Ahora estaba allí, fingiendo vender artículos de higiene. De pronto todo tenía sentido. Yo había estado a punto de hablarle por fin a Hanslip del pequeño experimento que demostraba que yo tenía razón; incluso le había mandado un mensaje pidiendo una cita urgente, pero me di cuenta de que era demasiado tarde. Ahora lo entendía todo, y me asaltó una poderosa oleada de emociones. El proyecto era mío; no me lo quitaría.

Me reprimí todo lo que pude, que fueron unos diez minutos, y fui a enfrentarme a Grange en su sala de reuniones. La cara de susto que puso cuando entré por la puerta fue de lo más reveladora.

—Espero que te acuerdes de mí. No te llevarás mi máquina —anuncié mientras cerraba de un portazo para que no pudiera escapar.

—¿Perdone?

Lo cierto es que era bastante atractivo; resulta increíble lo que puede hacer la tecnología.
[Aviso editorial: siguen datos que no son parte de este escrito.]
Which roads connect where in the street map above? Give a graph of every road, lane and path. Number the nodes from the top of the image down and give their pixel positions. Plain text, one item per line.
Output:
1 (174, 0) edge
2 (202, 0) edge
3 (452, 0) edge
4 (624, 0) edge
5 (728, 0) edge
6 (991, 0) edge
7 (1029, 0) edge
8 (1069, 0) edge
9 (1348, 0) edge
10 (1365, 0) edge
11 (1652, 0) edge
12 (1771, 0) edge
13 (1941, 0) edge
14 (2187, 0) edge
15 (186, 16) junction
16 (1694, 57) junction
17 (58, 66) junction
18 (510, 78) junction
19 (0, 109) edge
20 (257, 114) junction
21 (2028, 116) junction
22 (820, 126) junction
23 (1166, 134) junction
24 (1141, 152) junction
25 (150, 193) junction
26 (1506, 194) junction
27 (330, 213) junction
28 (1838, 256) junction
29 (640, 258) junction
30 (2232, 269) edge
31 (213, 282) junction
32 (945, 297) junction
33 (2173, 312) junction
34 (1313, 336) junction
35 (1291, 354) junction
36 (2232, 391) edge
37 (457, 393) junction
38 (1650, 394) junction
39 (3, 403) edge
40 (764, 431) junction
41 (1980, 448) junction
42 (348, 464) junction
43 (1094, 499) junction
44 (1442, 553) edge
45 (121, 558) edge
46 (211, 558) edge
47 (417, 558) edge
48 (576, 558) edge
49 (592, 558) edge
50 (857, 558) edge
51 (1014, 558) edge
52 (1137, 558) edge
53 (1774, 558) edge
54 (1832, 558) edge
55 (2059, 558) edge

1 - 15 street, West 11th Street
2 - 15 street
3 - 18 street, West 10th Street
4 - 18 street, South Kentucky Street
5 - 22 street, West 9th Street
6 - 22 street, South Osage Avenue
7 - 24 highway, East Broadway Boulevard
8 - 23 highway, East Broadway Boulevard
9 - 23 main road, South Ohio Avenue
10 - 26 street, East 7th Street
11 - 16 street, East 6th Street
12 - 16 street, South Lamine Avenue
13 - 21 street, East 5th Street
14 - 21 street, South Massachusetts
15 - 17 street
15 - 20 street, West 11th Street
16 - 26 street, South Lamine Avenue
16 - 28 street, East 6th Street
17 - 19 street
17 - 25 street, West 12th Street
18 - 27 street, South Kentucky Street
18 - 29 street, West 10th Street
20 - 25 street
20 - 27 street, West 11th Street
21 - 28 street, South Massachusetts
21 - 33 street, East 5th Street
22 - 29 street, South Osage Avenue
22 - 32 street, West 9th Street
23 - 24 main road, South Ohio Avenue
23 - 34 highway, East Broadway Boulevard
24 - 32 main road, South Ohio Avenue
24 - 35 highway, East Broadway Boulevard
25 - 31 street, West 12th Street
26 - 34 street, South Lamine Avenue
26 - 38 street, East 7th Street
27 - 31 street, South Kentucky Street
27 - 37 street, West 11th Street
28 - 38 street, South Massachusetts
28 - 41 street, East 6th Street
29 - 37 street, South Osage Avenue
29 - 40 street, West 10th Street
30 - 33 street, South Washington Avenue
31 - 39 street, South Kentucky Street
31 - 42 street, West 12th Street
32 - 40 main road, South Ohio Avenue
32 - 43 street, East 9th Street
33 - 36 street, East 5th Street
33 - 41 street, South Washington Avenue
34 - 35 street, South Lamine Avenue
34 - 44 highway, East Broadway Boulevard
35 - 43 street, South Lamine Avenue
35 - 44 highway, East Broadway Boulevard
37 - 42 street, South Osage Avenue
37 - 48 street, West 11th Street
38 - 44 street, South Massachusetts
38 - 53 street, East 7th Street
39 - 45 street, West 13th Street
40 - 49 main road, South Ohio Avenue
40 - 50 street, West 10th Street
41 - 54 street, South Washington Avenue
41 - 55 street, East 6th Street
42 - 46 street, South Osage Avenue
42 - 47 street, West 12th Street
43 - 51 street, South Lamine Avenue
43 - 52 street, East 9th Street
Debía de ser mayor que yo.

—Lo que produce este complejo es basura de baja calidad, a excepción de mi trabajo; uno de los acólitos de Oldmanter no cruzaría la calle por nada de ello. Si has recorrido casi mil kilómetros para llegar a una isla pantanosa del noroeste de Escocia, seguro que es por mi máquina. No lo niegues. Ninguna otra cosa podría atraer la atención de ese ladrón.

—No permitiré que hable así del señor Oldmanter.

«Pelota», pensé.

—Y tampoco es apropiado que yo hable de tales cosas con el personal.

¿Personal? ¿Yo? ¿Qué estaba diciendo Hanslip de mí a mis espaldas? ¿Qué papel se estaba atribuyendo? ¿Qué había hecho él todo el trabajo? ¿Qué era idea suya? No me habría sorprendido.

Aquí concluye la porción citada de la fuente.